Scrapfly

Scrapfly data collection APIs for web page scraping, screenshots, and AI data extraction

Actions4

Scrape Actions
- Scrape Web Page
- Scrape API Request
Extraction Actions
- Extract Data From an HTML, Text, or Markdown Document Using AI
Screenshot Actions
- Capture Web Page Screenshot

Overview

This node integrates with Scrapfly, a service providing data collection APIs for web scraping, screenshots, and AI-powered data extraction. Specifically, the Scrape API Request operation allows users to perform HTTP requests to scrape web pages or APIs with advanced features like proxy rotation, session management, and anti-scraping protection.

Common scenarios include:

Extracting data from websites that require custom headers or specific HTTP methods.
Bypassing anti-bot protections using built-in anti-scraping features.
Using proxy pools to avoid IP bans or geo-restrict content.
Managing sessions to maintain cookies and fingerprints across multiple requests.

Practical example:

Scraping product details from an e-commerce site by sending a GET request with custom headers and rotating proxies to avoid detection.

Properties

Name	Meaning
URL	The web page URL to scrape.
Method	The HTTP method to use for the request. Options: `GET`, `HEAD`, `OPTIONS`, `PATCH`, `POST`, `PUT`.
Additional Fields	A collection of optional parameters:
- Body	The HTTP request body (for methods like POST or PUT).
- Headers	Custom HTTP headers as key-value pairs to include in the request (e.g., `Accept-Language: en-US`).
- Proxy Pool	The proxy pool to use for the request. Options: `Public Datacenter Pool`, `Public Residential Pool`.
- Country	The country code for proxy geolocation (e.g., `us` for United States).
- Anti-Scraping Protection (asp)	Enable to bypass anti-bot protections automatically.
- Session	A named session string to reuse cookies, fingerprint, and proxy across multiple scrapes. Must be alphanumeric and max 255 characters.
- Session Sticky Proxy	Whether to reuse the same proxy IP within the session (best effort). Defaults to true.
- Debug	Enable debug mode to get detailed logs for troubleshooting.

Output

The node outputs an array of JSON objects representing the response from the Scrapfly API for each input item processed. Each JSON object typically contains:

The scraped data or API response content.
Metadata about the request such as status codes, headers, and any error messages if applicable.

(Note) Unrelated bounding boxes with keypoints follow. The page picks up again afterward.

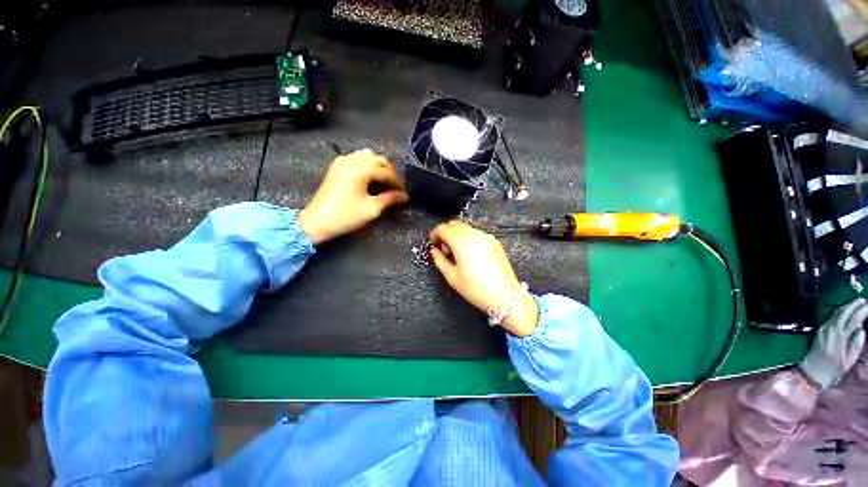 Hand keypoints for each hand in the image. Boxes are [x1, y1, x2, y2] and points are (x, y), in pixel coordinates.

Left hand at [298, 149, 408, 243]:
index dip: (397, 182)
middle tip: (395, 187)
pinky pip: (356, 158)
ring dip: (378, 166)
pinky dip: (366, 165)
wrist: (317, 221)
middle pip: (378, 159)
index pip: (386, 171)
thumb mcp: (372, 208)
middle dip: (389, 171)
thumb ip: (390, 199)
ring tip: (383, 181)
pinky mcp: (336, 166)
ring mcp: (342, 162)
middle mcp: (351, 160)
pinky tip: (369, 178)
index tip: (404, 193)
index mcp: (360, 170)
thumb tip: (404, 196)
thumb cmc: (346, 216)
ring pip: (367, 156)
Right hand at [429, 221, 538, 336]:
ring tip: (457, 254)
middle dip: (445, 233)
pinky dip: (468, 237)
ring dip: (456, 235)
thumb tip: (434, 251)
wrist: (505, 296)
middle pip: (454, 224)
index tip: (433, 243)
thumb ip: (439, 260)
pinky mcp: (494, 242)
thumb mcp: (452, 277)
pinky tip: (469, 253)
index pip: (443, 228)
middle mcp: (475, 235)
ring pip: (465, 227)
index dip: (434, 234)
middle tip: (444, 249)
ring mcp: (486, 237)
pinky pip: (476, 233)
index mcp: (462, 242)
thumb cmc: (476, 289)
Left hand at [800, 298, 867, 388]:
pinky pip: (831, 318)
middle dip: (854, 305)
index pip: (853, 320)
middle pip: (843, 314)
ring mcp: (824, 329)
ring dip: (847, 307)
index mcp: (839, 338)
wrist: (812, 372)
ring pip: (836, 314)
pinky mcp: (820, 331)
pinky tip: (845, 311)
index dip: (861, 311)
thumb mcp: (848, 361)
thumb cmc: (833, 369)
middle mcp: (830, 330)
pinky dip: (840, 313)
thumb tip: (861, 330)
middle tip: (864, 300)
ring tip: (857, 303)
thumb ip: (856, 345)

If binary data is returned (not typical for this operation), it would represent downloaded files or screenshots, but this operation focuses on JSON/text responses.

Dependencies

Requires an active Scrapfly API key credential configured in n8n.
Internet access to reach Scrapfly's API endpoints.
Optional proxy usage depends on Scrapfly's proxy pools configured via the node properties.

Troubleshooting

Common issues:
- Invalid or missing API key: Ensure the Scrapfly API key credential is correctly set up.
- Network errors or timeouts: Check internet connectivity and Scrapfly service status.
- Incorrect URL or unsupported HTTP method: Verify the URL format and method compatibility.
- Proxy-related errors: If using proxy pools, ensure the selected pool is available and supports the target region.
- Session misconfiguration: Session names must be alphanumeric and under 256 characters.
Error messages:
- Authentication failures usually indicate invalid API credentials.
- HTTP errors (4xx, 5xx) reflect issues with the target server or request parameters.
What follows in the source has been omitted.